Collected data
↓↓↓
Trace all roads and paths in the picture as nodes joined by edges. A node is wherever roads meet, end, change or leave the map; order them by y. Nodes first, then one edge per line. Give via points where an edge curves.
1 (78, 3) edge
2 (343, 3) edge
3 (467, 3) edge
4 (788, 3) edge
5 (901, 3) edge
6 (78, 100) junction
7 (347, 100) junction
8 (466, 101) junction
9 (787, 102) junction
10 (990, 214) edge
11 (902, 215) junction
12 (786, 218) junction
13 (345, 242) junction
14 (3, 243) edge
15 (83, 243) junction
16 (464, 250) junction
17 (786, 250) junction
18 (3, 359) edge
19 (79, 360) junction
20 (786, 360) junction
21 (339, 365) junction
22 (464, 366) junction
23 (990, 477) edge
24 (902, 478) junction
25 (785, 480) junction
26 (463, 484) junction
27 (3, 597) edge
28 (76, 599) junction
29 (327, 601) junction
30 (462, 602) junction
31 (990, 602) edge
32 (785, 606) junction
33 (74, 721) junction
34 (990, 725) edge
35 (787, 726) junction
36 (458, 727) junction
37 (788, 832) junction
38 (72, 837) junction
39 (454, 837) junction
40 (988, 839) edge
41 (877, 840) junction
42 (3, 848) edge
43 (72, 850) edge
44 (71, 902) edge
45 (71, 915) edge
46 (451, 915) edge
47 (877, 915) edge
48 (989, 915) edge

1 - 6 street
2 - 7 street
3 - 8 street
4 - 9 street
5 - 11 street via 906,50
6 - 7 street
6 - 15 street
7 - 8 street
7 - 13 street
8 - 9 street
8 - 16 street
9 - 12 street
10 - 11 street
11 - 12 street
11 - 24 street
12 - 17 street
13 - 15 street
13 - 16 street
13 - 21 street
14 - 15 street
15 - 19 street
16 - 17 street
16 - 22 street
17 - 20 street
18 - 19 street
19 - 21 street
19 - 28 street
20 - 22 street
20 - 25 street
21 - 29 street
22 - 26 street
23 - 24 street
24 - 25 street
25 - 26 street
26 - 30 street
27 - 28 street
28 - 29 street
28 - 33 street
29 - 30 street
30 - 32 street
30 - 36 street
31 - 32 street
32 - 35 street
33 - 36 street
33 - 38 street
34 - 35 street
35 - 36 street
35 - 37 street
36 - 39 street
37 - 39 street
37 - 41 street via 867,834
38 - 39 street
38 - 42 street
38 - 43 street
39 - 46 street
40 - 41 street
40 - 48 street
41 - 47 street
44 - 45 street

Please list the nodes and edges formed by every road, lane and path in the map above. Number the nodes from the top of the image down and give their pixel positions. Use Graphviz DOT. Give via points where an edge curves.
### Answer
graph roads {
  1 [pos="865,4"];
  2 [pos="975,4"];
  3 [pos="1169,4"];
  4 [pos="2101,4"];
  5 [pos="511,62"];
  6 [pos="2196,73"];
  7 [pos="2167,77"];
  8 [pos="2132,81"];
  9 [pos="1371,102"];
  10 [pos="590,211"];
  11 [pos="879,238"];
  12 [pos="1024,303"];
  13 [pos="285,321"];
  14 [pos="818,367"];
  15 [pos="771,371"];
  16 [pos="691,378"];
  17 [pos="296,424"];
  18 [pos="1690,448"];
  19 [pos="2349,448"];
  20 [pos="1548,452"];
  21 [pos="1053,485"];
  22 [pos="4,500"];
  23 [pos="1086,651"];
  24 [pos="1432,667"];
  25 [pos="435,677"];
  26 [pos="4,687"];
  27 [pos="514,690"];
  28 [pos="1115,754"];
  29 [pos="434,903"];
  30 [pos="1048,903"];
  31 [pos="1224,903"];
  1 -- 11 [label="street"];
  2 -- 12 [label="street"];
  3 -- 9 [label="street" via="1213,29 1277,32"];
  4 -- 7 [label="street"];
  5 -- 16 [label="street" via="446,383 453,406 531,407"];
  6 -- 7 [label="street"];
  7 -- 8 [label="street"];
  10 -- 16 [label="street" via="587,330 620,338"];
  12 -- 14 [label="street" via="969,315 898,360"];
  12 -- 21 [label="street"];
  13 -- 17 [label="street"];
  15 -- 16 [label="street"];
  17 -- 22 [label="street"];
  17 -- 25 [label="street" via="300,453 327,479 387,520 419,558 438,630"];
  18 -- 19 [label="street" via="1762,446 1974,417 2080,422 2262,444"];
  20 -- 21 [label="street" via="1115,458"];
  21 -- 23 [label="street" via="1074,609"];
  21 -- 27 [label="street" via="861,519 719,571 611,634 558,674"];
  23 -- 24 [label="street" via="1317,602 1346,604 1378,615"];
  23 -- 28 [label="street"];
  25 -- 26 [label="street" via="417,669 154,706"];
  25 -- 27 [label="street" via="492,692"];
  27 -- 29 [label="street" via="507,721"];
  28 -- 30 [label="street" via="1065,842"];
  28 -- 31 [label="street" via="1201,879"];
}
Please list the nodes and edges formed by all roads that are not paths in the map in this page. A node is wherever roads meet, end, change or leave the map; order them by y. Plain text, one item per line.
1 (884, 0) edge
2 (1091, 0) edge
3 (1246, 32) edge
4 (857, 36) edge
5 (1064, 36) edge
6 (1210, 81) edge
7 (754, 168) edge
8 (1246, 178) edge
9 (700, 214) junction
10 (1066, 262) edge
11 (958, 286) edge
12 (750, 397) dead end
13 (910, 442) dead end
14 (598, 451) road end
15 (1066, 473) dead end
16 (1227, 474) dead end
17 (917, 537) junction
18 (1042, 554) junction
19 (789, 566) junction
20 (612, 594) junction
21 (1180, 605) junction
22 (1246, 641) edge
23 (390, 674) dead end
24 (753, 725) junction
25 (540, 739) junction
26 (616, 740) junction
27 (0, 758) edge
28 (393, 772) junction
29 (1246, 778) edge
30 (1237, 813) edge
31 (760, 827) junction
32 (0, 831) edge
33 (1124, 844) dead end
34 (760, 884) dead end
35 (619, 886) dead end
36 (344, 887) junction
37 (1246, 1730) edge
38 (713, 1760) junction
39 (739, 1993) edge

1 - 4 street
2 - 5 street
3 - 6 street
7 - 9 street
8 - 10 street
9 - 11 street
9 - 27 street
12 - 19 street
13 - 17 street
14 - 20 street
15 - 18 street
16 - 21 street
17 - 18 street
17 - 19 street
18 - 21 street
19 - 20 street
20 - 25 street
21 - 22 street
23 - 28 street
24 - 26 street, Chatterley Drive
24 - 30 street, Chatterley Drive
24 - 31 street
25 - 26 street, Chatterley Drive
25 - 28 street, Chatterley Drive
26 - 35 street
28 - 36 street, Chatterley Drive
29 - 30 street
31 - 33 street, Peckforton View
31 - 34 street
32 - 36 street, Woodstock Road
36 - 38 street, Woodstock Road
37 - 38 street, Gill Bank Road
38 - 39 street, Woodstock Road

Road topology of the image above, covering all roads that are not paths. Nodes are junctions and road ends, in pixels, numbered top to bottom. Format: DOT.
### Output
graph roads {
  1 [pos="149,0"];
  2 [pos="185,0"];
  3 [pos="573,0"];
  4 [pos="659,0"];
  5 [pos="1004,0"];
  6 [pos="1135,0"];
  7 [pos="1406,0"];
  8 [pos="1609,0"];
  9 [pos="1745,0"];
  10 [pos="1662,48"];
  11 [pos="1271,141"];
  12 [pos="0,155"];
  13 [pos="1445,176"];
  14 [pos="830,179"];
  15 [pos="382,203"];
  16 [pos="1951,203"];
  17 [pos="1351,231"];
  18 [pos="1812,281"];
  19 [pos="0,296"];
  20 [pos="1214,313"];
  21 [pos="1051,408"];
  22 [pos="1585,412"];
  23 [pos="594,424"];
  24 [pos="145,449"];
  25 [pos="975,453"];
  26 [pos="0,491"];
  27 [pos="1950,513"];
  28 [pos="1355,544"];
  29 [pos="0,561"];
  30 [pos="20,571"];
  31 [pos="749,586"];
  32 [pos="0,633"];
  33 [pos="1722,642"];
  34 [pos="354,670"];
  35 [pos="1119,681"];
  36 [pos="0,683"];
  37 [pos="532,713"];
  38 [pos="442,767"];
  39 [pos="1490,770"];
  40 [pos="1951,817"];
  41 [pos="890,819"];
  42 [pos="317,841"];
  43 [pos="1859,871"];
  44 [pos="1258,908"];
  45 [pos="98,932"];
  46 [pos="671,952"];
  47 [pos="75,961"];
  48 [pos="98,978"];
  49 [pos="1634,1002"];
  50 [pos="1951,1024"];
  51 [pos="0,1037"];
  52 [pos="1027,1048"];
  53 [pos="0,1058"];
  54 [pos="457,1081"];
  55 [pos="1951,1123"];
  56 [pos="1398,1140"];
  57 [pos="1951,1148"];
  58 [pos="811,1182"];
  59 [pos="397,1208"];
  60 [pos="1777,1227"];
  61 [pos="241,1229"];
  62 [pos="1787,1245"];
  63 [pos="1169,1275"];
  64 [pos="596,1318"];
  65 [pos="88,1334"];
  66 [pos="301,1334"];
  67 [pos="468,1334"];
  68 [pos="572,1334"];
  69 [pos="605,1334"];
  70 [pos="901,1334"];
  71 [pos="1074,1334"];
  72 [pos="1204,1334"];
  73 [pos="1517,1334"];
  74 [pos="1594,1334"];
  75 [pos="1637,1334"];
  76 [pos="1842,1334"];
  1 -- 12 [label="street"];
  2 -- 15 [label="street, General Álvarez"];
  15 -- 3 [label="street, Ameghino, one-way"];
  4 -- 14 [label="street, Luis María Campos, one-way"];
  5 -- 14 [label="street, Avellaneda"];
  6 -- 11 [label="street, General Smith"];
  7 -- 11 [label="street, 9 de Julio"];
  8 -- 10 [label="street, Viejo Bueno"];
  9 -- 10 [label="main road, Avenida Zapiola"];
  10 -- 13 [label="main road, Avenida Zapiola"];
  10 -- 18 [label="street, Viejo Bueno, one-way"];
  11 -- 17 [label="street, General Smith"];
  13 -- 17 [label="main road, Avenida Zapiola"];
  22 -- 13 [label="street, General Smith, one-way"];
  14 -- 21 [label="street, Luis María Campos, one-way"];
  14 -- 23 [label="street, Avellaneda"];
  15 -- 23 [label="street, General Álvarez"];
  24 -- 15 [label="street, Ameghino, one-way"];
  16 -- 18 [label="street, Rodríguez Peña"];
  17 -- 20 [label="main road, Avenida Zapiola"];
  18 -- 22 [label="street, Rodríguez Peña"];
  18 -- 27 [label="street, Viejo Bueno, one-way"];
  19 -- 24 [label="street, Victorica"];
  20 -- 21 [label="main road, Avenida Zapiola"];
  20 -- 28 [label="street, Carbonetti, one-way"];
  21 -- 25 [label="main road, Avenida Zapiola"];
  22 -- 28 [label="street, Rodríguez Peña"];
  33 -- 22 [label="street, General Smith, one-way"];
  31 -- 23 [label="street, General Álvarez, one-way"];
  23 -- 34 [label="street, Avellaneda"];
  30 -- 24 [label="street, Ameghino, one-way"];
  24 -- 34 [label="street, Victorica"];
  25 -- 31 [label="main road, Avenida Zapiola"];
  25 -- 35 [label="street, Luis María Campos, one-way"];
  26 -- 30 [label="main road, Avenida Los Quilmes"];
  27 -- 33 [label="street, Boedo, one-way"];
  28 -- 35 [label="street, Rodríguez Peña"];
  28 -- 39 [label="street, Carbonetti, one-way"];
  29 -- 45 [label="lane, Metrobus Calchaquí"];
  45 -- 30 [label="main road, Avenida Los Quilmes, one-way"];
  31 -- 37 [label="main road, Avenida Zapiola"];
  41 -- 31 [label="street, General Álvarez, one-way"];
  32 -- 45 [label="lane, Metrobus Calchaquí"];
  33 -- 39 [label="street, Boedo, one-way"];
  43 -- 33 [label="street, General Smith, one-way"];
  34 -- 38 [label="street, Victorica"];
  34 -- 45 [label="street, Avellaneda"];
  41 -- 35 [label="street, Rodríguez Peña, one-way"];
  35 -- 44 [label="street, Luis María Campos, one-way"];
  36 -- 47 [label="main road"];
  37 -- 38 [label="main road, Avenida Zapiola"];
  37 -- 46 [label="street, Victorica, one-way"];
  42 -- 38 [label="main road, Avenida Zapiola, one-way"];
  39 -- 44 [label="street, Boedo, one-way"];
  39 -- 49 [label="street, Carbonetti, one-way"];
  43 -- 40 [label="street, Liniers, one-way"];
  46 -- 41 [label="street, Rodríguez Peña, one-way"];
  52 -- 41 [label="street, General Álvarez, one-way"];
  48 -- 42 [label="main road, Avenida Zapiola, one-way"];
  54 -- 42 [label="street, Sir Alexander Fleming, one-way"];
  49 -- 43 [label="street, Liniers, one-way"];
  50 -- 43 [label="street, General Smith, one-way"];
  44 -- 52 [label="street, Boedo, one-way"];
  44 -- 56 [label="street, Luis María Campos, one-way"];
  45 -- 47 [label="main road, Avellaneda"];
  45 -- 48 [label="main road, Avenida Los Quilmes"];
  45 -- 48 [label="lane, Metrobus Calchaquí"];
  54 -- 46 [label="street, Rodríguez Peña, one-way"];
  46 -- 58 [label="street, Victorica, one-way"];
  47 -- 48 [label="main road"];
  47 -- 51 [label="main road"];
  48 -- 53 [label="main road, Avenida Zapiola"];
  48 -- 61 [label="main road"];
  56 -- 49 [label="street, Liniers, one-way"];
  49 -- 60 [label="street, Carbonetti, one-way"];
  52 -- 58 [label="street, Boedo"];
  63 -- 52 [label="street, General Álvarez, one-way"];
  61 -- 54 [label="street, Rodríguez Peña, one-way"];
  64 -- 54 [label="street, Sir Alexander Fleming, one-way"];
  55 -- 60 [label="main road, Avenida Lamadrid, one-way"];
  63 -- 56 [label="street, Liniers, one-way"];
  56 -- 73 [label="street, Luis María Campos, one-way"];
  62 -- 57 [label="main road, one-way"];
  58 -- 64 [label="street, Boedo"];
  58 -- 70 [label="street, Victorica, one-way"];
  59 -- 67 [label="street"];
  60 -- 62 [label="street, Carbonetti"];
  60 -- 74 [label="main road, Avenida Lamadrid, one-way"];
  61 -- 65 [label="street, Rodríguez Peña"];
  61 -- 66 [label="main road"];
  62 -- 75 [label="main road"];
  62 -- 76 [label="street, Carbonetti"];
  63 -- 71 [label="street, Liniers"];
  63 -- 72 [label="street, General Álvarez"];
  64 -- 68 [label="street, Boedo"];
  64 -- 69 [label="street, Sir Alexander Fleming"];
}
↑↑↑
TO DO -
Pull every line containing the string "Drive" out of the data above and copy it.

RESPONSE -
24 - 26 street, Chatterley Drive
24 - 30 street, Chatterley Drive
25 - 26 street, Chatterley Drive
25 - 28 street, Chatterley Drive
28 - 36 street, Chatterley Drive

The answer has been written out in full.